What must be returned is the number of lines in the records holding the word "VIERO", with no other text.

(Items listed in a dataset)
::::

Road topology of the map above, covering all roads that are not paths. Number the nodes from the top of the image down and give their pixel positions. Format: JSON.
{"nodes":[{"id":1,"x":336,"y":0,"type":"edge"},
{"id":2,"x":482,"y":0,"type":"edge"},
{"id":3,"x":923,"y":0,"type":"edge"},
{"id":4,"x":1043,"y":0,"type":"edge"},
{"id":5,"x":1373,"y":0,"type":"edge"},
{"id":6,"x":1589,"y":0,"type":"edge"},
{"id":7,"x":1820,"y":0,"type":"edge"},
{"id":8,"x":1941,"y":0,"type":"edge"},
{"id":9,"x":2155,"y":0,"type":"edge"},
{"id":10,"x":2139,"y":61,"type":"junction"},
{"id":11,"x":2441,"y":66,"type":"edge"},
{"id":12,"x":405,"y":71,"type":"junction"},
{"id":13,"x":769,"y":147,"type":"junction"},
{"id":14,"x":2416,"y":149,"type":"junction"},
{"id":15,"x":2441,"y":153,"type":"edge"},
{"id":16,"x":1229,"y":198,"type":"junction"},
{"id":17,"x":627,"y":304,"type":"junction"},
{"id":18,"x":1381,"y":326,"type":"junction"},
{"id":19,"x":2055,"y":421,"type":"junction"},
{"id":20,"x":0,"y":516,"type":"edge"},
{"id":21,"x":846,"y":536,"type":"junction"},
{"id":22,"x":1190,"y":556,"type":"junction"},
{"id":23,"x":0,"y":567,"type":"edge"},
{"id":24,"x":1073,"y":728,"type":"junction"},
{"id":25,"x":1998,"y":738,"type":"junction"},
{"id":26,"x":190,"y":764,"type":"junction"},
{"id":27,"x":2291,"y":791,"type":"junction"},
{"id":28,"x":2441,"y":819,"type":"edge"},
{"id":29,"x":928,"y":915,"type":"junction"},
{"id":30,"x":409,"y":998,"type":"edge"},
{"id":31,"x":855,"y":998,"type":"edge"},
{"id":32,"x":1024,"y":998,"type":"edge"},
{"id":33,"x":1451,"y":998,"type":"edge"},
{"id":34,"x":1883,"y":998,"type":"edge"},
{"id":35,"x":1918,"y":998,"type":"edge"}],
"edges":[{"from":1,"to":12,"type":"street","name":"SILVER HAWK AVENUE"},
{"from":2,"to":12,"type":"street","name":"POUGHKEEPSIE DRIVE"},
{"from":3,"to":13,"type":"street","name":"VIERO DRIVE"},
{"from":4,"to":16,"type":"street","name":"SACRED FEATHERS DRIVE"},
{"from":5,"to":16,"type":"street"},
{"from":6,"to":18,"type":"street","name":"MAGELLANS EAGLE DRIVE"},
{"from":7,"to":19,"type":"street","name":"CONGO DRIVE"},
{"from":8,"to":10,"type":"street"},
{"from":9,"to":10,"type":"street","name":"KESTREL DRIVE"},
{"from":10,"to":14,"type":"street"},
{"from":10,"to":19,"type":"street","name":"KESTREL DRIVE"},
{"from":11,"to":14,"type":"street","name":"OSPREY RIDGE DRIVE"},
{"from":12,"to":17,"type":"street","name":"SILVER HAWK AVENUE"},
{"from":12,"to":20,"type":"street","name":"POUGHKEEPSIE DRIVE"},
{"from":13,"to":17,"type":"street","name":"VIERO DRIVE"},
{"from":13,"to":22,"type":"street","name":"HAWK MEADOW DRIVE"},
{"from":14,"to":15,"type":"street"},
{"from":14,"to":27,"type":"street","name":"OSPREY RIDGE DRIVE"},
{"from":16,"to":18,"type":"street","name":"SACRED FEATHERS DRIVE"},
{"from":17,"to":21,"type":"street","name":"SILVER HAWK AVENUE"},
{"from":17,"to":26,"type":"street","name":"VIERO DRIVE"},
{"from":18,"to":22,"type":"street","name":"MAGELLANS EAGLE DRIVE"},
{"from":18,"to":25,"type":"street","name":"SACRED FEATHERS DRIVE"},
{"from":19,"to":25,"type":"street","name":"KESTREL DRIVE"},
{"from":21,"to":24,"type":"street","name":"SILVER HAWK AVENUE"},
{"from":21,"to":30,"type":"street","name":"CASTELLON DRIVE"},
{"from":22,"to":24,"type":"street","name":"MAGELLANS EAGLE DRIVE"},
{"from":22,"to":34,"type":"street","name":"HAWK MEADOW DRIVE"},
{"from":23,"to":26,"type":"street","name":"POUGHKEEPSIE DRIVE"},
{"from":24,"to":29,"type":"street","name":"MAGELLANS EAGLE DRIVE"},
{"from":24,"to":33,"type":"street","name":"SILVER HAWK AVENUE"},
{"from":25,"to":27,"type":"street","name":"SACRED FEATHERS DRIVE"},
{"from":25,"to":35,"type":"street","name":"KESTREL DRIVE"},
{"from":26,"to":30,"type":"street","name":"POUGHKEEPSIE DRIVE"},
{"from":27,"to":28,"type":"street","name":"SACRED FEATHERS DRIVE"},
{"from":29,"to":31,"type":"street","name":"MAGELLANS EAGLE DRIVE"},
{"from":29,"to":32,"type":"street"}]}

::::

■ Completed exercise: 3